CREATE TABLE Statement

Important

Confluent Cloud for Apache Flink®️ is currently available for Preview. A Preview feature is a Confluent Cloud component that is being introduced to gain early feedback from developers. Preview features can be used for evaluation and non-production testing purposes or to provide feedback to Confluent. The warranty, SLA, and Support Services provisions of your agreement with Confluent do not apply to Preview features. Confluent may discontinue providing Preview releases of the Preview features at any time in Confluent’s sole discretion. Check out Getting Help for questions, feedback and requests.

For SQL features and limitations in the preview program, see Notable Limitations in Public Preview.

Confluent Cloud for Apache Flink®️ enables registering SQL tables on Apache Kafka® topics.

Syntax

CREATE TABLE [IF NOT EXISTS] [catalog_name.][db_name.]table_name
  (
    { <physical_column_definition> | <metadata_column_definition> | <computed_column_definition> }[ , ...n]
    [ <watermark_definition> ]
    [ <table_constraint> ][ , ...n]
  )
  [COMMENT table_comment]
  [PARTITIONED BY (partition_column_name1, partition_column_name2, ...)]
  WITH (key1=value1, key2=value2, ...)

<physical_column_definition>:
  column_name column_type [ <column_constraint> ] [COMMENT column_comment]

<column_constraint>:
  [CONSTRAINT constraint_name] PRIMARY KEY NOT ENFORCED

<table_constraint>:
  [CONSTRAINT constraint_name] PRIMARY KEY (column_name, ...) NOT ENFORCED

<metadata_column_definition>:
  column_name column_type METADATA [ FROM metadata_key ] [ VIRTUAL ]

<watermark_definition>:
  WATERMARK FOR rowtime_column_name AS watermark_strategy_expression

Description

Register a table into the current or specified catalog. When a table is registered, you can use it in SQL queries.

The CREATE TABLE statement always creates a backing Kafka topic as well as the corresponding schema subjects for key and value.

Trying to create a table with a name that exists in the catalog causes an exception.

The table name can be in these formats:

  1. catalog_name.db_name.table_name: The table is registered into the metastore with the catalog named “catalog_name” and the database named “db_name”.
  2. db_name.table_name: The table is registered into the current catalog of the execution table environment and the database named “db_name”.
  3. table_name: The table is registered into the current catalog and the database of the execution table environment.

A table registered with the CREATE TABLE statement can be used as both table source and table sink. Apache Flink® can’t determine whether the table is used as a source or a sink until it’s referenced in a DML query.
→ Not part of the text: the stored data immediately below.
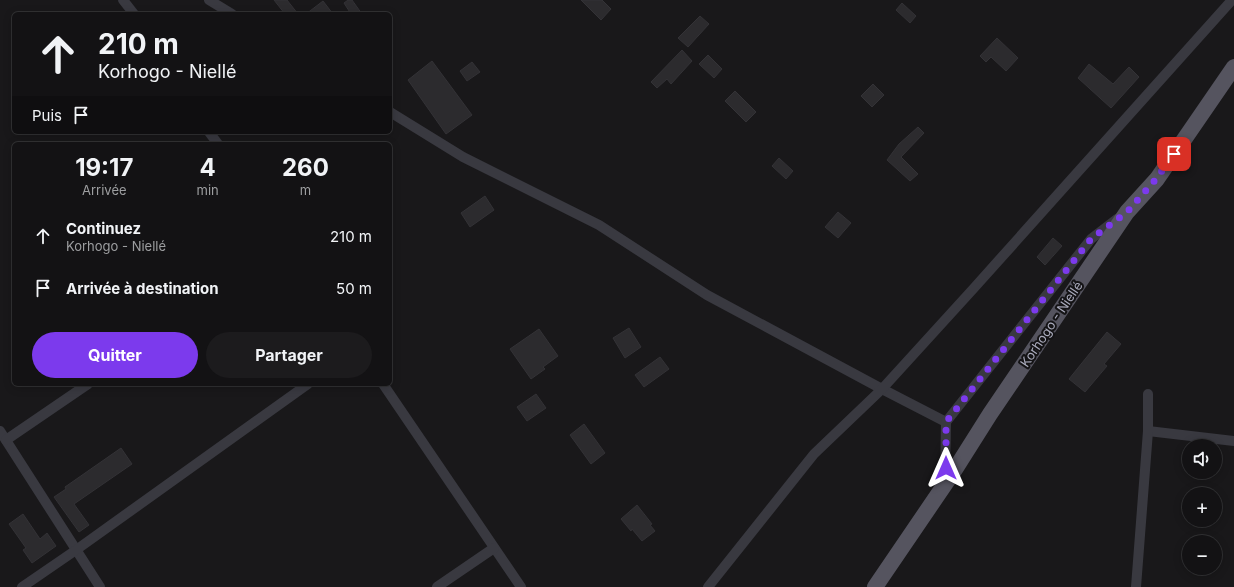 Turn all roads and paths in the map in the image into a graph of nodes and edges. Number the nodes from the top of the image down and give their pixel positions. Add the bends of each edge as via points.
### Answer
1 (123, 0) edge
2 (209, 0) edge
3 (1232, 0) edge
4 (132, 12) edge
5 (229, 12) edge
6 (1234, 67) edge
7 (392, 113) edge
8 (1127, 212) junction
9 (85, 386) edge
10 (305, 386) edge
11 (384, 386) edge
12 (882, 389) junction
13 (1148, 394) dead end
14 (946, 422) junction
15 (0, 431) edge
16 (1148, 431) junction
17 (6, 440) junction
18 (1234, 441) edge
19 (945, 484) junction
20 (494, 548) junction
21 (76, 550) junction
22 (22, 587) edge
23 (100, 587) edge
24 (437, 587) edge
25 (521, 587) edge
26 (708, 587) edge
27 (876, 587) edge
28 (1136, 587) edge

1 - 4 street
2 - 5 street
3 - 12 street
6 - 8 main road, Korhogo - Niellé via 1156,179
7 - 12 street via 463,157 599,225 707,295
8 - 14 street via 1091,239
8 - 19 main road, Korhogo - Niellé
9 - 17 street
10 - 21 street
11 - 20 street
12 - 14 street
12 - 26 street via 814,454
13 - 16 street
14 - 19 street
15 - 17 street
16 - 18 street
16 - 28 street
17 - 21 street
19 - 27 main road, Korhogo - Niellé
20 - 24 street
20 - 25 street
21 - 22 street
21 - 23 street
The following sections show the options and clauses that are available with the CREATE TABLE statement.

System columns

Confluent Cloud introduces the concept of system columns for Flink tables. System columns build on the METADATA VIRTUAL columns.

METADATA VIRTUAL columns can only be read and are not part of the query-to-sink schema.

System columns aren’t selected in a SELECT * statement, and they’re not shown in DESCRIBE or SHOW CREATE TABLE statements. The result from the DESCRIBE EXTENDED statement does include system columns.

Both inferred and manual tables are provisioned with a set of default system columns.

$rowtime

Currently, only $rowtime TIMESTAMP_LTZ(3) NOT NULL is provided as a system column.

You can use the $rowtime system column to get the timestamp from a Kafka record, because $rowtime is exactly the Kafka record timestamp. If you want to write out $rowtime, you must use the timestamp metadata key.

METADATA columns

You can access the following table metadata as metadata columns in a table definition.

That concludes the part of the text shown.